Smartwatches, with a few tweaks, can detect a surprising number of things your hands are doing like helping your spouse with washing dishes, chopping vegetables or petting a dog, say researchers from Carnegie Mellon University.

By making a few changes to the smartwatch’s operating system, they were able to use its accelerometer to recognise hand motions and, in some cases, bio-acoustic sounds associated with 25 different hand activities at around 95 percent accuracy.

Those 25 activities (including typing on a keyboard, washing dishes, petting a dog, pouring from a pitcher or cutting with scissors) are just the beginning of what might be possible to detect, the researchers said.

“We envision smartwatches as a unique beachhead on the body for capturing rich, everyday activities,” said Chris Harrison, Assistant Professor in Human-Computer Interaction Institute (HCII) at Carnegie.

smartwatch
Sensing hand activity also lends itself to health-related apps — monitoring activities such as brushing teeth, washing hands or smoking a cigarette.
Pixabay

“A wide variety of apps could be made smarter and more context-sensitive if our devices knew the activity of our bodies and hands,” he added.

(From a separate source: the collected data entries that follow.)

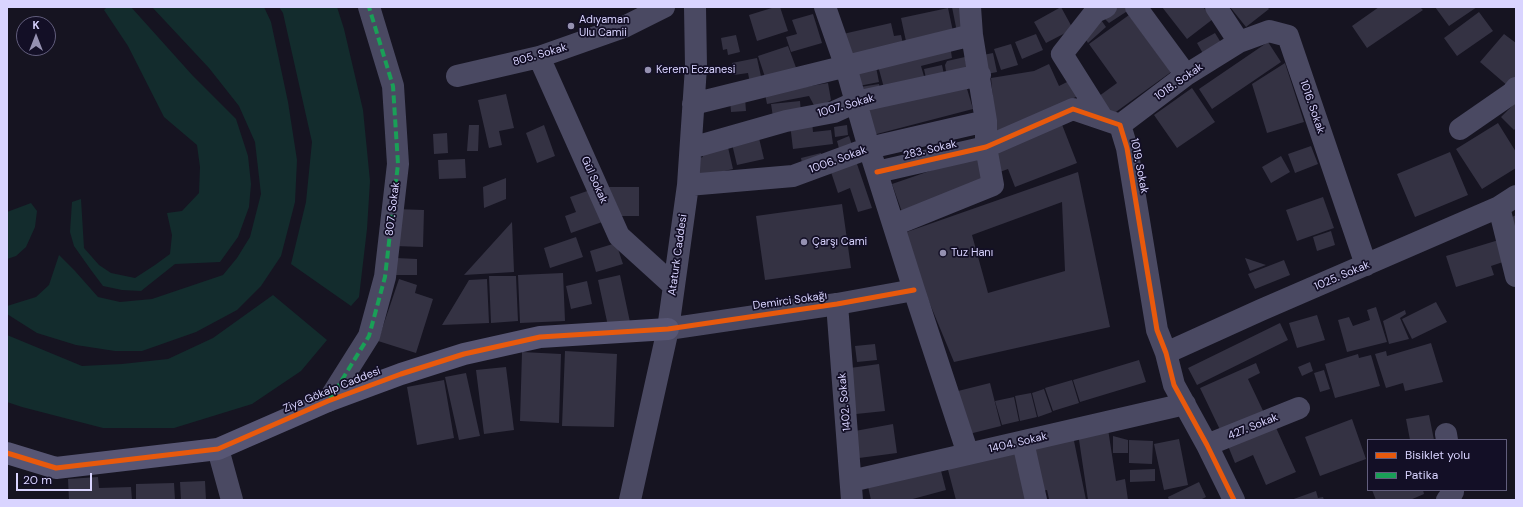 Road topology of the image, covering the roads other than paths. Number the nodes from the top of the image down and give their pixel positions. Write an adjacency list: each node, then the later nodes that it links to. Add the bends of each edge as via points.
1 (369, 7): 36 (street, 807. Sokak, via 393,86 398,164 385,277 369,336)
2 (664, 7): 11 (street, 805. Sokak, via 624,27)
3 (695, 7): 18 (street, Ataturk Caddesi, via 696,67)
4 (825, 7): 12 (street)
5 (970, 7): 9 (street)
6 (1136, 7): 15 (street)
7 (1216, 7): 10 (street)
8 (1101, 9): 20 (street, 1019. Sokak, via 1062,54)
9 (972, 35): 12 (street); 14 (street)
10 (1239, 42): 15 (street, 1018. Sokak); 29 (street, 1016. Sokak, via 1269,31 1288,36)
11 (539, 57): 13 (street, 805. Sokak); 31 (street, Gül Sokak, via 619,236)
12 (846, 67): 17 (street); 18 (street)
13 (457, 76)
14 (980, 76): 17 (street, 1007. Sokak); 19 (street)
15 (1186, 76): 20 (street, 1018. Sokak)
16 (1516, 88): 21 (street)
17 (856, 102): 23 (street, 1007. Sokak, via 834,112 786,121); 24 (street)
18 (693, 104): 23 (street, Ataturk Caddesi)
19 (986, 121): 22 (street); 24 (street, 1006. Sokak)
20 (1112, 122): 22 (street, via 1073,109); 35 (street, 1019. Sokak, via 1126,148 1157,330)
21 (1460, 129)
22 (986, 147): 25 (street, 283. Sokak); 28 (street, via 993,185)
23 (691, 148): 26 (street, Ataturk Caddesi)
24 (869, 148): 25 (street); 26 (street, 1006. Sokak, via 793,176)
25 (877, 172): 28 (street)
26 (688, 184): 31 (street, Ataturk Caddesi)
27 (1508, 202): 29 (street, 1025. Sokak); 30 (street)
28 (894, 225): 32 (street)
29 (1366, 266): 35 (street, 1025. Sokak)
30 (1516, 276)
31 (674, 286): 34 (street, Ataturk Caddesi)
32 (914, 290): 33 (street, Demirci Sokağı); 43 (street)
33 (836, 304): 34 (street, Demirci Sokağı); 44 (street, 1402. Sokak)
34 (668, 329): 36 (street, Ziya Gökalp Caddesi, via 540,337 464,354); 47 (street, Ataturk Caddesi)
35 (1166, 353): 37 (street, 1019. Sokak, via 1174,385)
36 (328, 401): 41 (street, Ziya Gökalp Caddesi)
37 (1185, 404): 39 (street, 1404. Sokak); 40 (street, 1019. Sokak)
38 (1299, 408): 40 (street, 427. Sokak)
39 (1023, 442): 43 (street, 1404. Sokak); 48 (street)
40 (1207, 445): 49 (street, 1019. Sokak)
41 (218, 449): 42 (street, Ziya Gökalp Caddesi, via 56,468); 46 (street)
42 (7, 453)
43 (968, 454): 44 (street, 1404. Sokak)
44 (852, 491)
45 (1453, 491): 50 (street)
46 (232, 500)
47 (630, 500)
48 (1036, 500)
49 (1234, 500)
50 (1447, 500)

Just as smartphones now can block text messages while a user is driving, future devices that sense hand activity might learn not to interrupt someone while they are doing certain work with their hands.

Sensing hand activity also lends itself to health-related apps — monitoring activities such as brushing teeth, washing hands or smoking a cigarette.

“Hand-sensing also might be used by apps that provide feedback to users who are learning a new skill, such as playing a musical instrument, or undergoing physical rehabilitation,” the study noted.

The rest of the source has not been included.